Spatial control of neuronal metabolism through glucose-mediated mitochondrial transport regulation

Essential revisions:

1) The treatments seem to treat the OGT modification as irreversible as no terms describing the reverse reaction that would be driven by an O0GlcNAcase.

We thank the reviewer for this comment and agree that this was not clearly explained in the manuscript. In our simplified quantitative model, we assume that all pauses are associated with an O-GlcNAcylation event. Recovery from the pause at the constant rate k_w represents the removal of the modification of Milton through the activity of the complementary enzyme O-GlcNAcase. We have added a paragraph to our manuscript more thoroughly explaining the rationale behind our simplified model for mitochondrial dynamics, quoted below:

“It has recently been demonstrated that the key motor adaptor protein (Milton) is sensitive to glucose levels, halting mitochondrial motility when it is modified through OGlcNAcylation by the OGT enzyme [Pekkurnaz et al., 2014]. […] Other sources of pausing, such as Ca²⁺-regulated motor disengagement, PINK1/Parkin-mediated detachment of motors, and anchoring to the microtubules by syntaphilin [Schwarz, 2013], are not considered here in order to focus specifically on the effect of glucose-dependent mitochondrial spatial organization.”

Furthermore, we include an additional paragraph in the Discussion pointing out simplifications in this model that ignore potential glucose-dependent regulation of other steps in the metabolic pathway connecting glucose and mitochondrial stopping:

“Additional metabolic feedback loops, not included in our model, may result in a more complex dependence of mitochondrial stopping on glucose concentration. […] These regulatory mechanisms provide additional potential routes of metabolic control through mitochondrial positioning.”

2) The authors also only consider two possible fates of Glucose 6P (glycolysis and the hexosamine pathway). The pentose phosphate pathway is another possible shunt that should probably at the very least be discussed or its omission justified.
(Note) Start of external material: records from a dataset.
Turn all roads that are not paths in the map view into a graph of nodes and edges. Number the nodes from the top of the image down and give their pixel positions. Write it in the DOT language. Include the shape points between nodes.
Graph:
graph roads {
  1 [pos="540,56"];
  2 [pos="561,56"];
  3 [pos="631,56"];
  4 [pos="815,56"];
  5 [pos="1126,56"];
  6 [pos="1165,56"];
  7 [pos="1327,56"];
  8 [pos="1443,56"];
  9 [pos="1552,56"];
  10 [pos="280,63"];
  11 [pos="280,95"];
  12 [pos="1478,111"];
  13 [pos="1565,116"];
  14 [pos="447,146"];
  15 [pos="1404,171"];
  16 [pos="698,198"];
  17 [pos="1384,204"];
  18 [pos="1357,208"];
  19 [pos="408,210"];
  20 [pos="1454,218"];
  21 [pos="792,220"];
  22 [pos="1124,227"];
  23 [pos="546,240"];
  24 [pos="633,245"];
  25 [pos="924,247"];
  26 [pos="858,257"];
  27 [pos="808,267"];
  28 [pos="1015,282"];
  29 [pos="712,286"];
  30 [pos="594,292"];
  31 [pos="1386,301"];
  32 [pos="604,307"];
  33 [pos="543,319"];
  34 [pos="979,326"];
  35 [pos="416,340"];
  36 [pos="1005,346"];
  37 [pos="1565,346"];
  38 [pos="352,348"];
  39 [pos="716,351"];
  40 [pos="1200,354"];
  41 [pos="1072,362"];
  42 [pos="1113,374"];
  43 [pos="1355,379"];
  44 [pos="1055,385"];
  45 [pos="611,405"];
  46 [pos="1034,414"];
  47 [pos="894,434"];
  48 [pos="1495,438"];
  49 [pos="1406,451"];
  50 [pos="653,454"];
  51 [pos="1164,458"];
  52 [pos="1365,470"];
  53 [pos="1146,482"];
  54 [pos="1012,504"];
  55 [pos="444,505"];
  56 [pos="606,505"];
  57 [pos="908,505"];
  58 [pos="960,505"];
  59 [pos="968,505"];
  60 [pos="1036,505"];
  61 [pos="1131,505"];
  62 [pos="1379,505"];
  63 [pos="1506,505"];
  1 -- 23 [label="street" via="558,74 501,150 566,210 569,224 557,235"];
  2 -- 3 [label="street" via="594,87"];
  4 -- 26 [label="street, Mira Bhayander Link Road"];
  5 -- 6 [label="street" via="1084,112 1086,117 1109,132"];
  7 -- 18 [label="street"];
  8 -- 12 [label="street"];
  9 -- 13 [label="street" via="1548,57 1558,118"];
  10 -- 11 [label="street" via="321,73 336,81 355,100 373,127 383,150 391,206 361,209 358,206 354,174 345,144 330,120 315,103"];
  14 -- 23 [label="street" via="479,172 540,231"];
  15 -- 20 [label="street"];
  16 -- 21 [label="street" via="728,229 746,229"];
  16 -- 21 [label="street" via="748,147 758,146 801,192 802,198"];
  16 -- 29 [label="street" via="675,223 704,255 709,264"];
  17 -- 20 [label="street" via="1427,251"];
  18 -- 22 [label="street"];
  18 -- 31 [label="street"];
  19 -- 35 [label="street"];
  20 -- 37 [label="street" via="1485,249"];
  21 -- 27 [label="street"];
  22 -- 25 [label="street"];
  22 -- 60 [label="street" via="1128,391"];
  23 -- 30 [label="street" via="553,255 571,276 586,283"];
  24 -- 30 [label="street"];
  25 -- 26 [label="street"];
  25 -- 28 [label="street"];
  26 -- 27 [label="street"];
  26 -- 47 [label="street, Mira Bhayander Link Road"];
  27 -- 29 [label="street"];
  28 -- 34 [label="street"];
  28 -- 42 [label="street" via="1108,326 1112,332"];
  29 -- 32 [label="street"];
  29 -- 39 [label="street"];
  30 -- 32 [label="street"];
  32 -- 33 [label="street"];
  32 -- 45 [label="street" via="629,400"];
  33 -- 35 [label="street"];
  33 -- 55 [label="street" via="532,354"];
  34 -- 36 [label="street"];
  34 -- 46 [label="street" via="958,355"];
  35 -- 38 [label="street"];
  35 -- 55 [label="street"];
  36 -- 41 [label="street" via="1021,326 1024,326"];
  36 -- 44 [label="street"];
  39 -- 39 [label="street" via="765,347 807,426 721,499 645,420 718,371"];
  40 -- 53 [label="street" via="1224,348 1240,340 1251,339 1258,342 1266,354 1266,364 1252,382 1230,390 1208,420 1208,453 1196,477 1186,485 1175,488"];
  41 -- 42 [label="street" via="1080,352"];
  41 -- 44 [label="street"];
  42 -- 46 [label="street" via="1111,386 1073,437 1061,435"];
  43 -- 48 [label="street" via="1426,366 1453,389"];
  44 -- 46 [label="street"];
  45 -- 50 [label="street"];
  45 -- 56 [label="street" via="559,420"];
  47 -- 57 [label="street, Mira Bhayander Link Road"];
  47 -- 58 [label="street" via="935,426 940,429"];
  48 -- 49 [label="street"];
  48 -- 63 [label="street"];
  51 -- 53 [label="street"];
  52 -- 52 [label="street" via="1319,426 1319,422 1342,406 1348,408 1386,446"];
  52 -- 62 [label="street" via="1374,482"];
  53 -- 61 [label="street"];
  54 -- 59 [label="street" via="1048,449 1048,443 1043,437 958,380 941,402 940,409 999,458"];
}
We thank the reviewer for pointing out this omission. We have now included the metabolic branch for the pentose phosphate pathway in our schematic in Figure 1C. We note that pathway branches where the saturation constants are similar to the corresponding step in the HBP, will not affect the overall kinetics in our model, except by changing the fraction of glucose that flows down the HBP pathway. This fraction is subsumed in the effective pausing rate k_s. We have modified the relevant paragraph in the model development section to address this issue:

“Upon entry into the cell, the first rate-limiting step of glucose metabolism is its conversion into glucose-6-phosphate by hexokinase. […] We therefore model the kinetics of Milton modification using the same Michaelis-Menten form as for hexokinase activity, with the pathway flux leading to Milton modification subsumed within a rate constant for mitochondrial stopping (k_s).”

We also include a detailed justification of using the same saturation constant K_M for both glucose consumption and O-GlcNAcylation of Milton in Appendix 2. A schematic with appropriate citations has been added to Appendix 2, listing the saturation constants of both the pentose phosphate and glycolysis branching pathways.
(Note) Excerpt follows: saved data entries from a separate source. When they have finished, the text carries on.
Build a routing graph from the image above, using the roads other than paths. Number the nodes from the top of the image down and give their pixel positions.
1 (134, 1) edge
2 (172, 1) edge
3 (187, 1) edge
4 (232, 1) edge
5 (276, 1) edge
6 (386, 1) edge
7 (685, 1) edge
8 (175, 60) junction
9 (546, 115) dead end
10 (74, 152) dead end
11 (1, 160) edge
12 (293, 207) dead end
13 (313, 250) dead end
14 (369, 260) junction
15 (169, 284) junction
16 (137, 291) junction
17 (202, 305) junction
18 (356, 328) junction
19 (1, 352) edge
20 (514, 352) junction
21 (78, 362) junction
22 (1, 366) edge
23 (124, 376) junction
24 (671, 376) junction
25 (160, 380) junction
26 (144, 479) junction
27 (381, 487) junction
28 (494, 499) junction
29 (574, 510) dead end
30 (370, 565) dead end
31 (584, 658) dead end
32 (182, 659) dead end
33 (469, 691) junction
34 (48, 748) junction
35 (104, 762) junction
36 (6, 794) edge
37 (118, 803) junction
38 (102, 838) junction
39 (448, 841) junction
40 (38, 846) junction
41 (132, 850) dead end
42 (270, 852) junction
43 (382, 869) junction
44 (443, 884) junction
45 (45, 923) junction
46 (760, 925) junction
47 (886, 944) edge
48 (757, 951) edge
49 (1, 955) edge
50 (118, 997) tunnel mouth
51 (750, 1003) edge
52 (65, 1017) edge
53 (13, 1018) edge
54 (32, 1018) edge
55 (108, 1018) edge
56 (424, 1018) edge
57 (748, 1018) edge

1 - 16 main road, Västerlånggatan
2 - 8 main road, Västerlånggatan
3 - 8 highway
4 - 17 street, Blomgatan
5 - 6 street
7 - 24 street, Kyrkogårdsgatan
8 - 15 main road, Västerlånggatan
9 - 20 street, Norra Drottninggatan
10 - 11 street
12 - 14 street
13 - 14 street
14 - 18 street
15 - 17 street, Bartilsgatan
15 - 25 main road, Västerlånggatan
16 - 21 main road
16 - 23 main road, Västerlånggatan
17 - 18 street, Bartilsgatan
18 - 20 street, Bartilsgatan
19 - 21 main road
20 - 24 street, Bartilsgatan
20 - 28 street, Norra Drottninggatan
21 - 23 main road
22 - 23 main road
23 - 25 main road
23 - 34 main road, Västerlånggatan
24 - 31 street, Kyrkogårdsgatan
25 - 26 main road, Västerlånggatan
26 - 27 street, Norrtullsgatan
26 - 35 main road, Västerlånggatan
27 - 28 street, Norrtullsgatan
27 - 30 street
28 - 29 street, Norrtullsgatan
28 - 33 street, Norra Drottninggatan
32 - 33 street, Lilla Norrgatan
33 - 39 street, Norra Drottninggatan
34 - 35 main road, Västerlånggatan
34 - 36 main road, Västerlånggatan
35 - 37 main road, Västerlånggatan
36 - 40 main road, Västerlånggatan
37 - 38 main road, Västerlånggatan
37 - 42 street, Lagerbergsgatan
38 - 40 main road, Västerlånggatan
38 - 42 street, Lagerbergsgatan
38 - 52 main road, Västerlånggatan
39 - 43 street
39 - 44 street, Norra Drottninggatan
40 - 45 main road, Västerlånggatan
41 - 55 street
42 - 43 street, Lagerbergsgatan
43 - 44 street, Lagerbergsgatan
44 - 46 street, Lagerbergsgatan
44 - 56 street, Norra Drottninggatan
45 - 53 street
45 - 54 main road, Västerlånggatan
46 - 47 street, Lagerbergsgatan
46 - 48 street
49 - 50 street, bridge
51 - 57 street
3) A forward Euler scheme was used to solve the reaction-diffusion Equation 1. Such schemes are known to be generally unstable, so the authors need to justify their use and/or re-do the numerics with a proper scheme (e.g. Crank-Nicholson) to confirm the results.

We thank the reviewer for the comments, and agree that forward Euler methods have poor convergence properties. However, such methods can be used for simple systems, provided a sufficiently small time-step is used to assure convergence (smaller than the fastest time-scale in the system, including the scale set by the spatial discretization). We know convergence is achieved in our model because the magnitude of the time derivative goes to zero as the simulation approaches steady state. To clarify this issue, we have added additional description of our choice of timestep and convergence criteria in the Materials and methods section, under “Discrete mitochondria simulations”:

“Because forward Euler methods have stringent conditions for stability and convergence, we use a time-step that is much smaller than both the glucose decay time-scale and the time-scale associated with diffusion over our spatially discretized grid (see below).”

“We integrate the simulation forward in time-steps of δt=0.2∆x2D, where ∆x is the spatial discretization. This time-scale is much smaller than the relevant decay time for glucose consumption τg=kgM-KM-1. Using these small time-steps allows for stability and robust convergence with the forward Euler method.”

In the section titled “Numerical solution for steady-state distributions with localized glucose entry” we note the convergence criterion for the continuum model: “The distributions are assumed to be converged once the root mean squared rate of glucose change drops below the minimal cutoff: 10⁻⁶k_gM.”